The FLC is presenting a total of 24 awards in today's ceremony. Five of these will be given to ARS researchers, including:
- Peter J. Cotty, plant pathologist, Southern Regional Research Center, New Orleans, La. To battle the fungal toxins that cost U.S. cottonseed producers millions of dollars each year, Cotty discovered a native strain of the Aspergillus flavus fungus that does not produce potentially carcinogenic toxins. The atoxigenic strains outcompete toxin-producing ones. Cotty helped transfer the technologies to the agricultural community.
- Isabel M. Lima and Harmeet S. Guraya, food technologists, Southern Regional Research Center, New Orleans, La.
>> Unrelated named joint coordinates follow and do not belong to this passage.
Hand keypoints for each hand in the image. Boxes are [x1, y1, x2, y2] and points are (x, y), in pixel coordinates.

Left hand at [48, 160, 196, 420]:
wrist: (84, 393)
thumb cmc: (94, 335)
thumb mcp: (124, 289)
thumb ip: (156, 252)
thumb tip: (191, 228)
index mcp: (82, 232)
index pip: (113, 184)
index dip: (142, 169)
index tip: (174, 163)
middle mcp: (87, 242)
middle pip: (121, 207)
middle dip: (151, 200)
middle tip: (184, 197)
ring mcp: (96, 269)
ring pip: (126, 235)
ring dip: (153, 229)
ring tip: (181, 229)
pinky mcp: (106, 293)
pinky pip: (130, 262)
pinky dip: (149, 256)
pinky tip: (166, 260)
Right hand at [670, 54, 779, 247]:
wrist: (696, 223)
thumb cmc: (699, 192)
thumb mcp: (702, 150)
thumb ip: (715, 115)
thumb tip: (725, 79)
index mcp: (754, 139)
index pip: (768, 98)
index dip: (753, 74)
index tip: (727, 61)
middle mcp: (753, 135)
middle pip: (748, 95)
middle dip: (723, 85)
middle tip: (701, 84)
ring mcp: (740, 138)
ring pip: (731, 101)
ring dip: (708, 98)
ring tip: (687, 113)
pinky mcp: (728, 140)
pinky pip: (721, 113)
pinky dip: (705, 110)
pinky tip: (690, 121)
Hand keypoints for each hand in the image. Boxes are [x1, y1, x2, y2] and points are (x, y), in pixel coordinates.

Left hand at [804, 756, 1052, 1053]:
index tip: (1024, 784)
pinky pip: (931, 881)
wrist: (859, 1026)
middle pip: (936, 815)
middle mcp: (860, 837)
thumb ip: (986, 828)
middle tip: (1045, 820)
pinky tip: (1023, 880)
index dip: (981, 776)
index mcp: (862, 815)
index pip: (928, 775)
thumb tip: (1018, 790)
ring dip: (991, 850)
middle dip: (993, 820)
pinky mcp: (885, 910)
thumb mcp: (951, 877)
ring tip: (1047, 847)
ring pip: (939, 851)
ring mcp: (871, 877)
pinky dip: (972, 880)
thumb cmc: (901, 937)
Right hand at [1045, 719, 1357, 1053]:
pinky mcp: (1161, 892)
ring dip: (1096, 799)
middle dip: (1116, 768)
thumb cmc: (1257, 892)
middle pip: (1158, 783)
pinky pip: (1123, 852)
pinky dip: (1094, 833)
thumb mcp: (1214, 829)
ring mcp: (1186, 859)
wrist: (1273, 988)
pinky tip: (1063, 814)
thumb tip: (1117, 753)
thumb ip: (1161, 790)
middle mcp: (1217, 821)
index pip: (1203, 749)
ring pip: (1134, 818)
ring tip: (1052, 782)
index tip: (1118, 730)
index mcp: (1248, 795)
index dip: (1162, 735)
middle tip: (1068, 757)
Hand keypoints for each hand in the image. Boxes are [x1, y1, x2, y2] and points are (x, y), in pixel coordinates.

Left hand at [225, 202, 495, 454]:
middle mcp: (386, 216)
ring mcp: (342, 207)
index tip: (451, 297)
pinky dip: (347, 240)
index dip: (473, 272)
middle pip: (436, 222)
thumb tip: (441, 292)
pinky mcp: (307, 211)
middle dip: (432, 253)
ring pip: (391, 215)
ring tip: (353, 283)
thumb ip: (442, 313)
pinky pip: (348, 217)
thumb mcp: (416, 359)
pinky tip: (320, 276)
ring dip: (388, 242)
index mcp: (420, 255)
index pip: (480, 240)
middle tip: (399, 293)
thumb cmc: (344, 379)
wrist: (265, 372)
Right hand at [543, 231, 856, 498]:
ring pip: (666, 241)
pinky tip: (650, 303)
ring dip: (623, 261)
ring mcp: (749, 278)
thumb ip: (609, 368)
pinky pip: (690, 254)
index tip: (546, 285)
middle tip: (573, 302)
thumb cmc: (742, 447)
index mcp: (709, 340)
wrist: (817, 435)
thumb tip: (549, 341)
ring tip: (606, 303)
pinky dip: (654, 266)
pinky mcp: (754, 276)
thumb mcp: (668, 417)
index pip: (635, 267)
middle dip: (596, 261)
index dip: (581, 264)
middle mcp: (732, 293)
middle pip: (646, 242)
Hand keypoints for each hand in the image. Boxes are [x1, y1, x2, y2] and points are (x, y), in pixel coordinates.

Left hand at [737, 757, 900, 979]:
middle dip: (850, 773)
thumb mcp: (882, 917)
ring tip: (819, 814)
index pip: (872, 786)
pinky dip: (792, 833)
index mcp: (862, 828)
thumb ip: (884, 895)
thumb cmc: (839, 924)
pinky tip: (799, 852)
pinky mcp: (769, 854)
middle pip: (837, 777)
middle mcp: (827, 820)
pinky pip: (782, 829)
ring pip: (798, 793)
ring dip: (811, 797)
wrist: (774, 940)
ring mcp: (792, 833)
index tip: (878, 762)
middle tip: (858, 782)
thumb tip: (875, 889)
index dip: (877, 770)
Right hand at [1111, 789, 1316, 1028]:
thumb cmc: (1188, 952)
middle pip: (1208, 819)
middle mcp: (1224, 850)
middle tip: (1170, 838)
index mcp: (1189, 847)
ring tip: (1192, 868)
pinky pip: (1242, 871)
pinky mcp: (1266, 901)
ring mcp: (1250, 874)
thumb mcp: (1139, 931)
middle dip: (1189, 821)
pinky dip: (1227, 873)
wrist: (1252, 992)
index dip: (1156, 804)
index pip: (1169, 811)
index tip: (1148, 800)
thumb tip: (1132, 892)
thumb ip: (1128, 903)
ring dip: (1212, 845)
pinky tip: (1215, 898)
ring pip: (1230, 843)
The scientists and a commercial partner have developed a sunflower-seed butter that is similar to peanut butter in flavor, texture and appearance. The technology was developed and transferred in cooperation with Red River Commodities, a major sunflower seed producer based in Fargo, N.D.
- Sevim Z. Erhan, chemist, National Center for Agricultural Utilization Research, Peoria, Ill. Erhan has developed a novel vegetable-oil-based hydraulic fluid for use in elevators. The product is nontoxic and biodegradable, has high fire resistance and meets all industrial performance standards.
- Exotic Fruit Fly Team, U.S. Pacific Basin Agricultural Research Center, Hilo, Hawaii. The ARS center has created the first successful program to control four exotic fruit fly species in Hawaii that cost local growers $300 million dollars each year in damage to crops like papaya, guava, mango and citrus. Under the direction of ARS entomologist Roger I. Vargas, the researchers devised a combination of strategies to control the flies areawide. They have focused on methods that can be taught to local growers.
- Timothy R. Gottwald, research leader, Subtropical Plant Pathology Research Unit, Fort Pierce, Fla. An expert on the epidemiology of tree diseases, Gottwald has led research that is vital to the eradication programs of two important diseases: citrus canker, a bacterial disease that has historically imperiled the Florida citrus industry, and plum pox virus, which threatens the stone fruit industries.
Also being honored in today's ceremony is Peter B. Johnsen, director of the National Center for Agricultural Utilization Research, Peoria, Ill. He is receiving the FLC Laboratory Director of the Year Award for his leadership and vision in developing new ways to transfer technology from the federal center to the private sector.
ARS is the U.S. Department of Agriculture's chief in-house scientific research agency.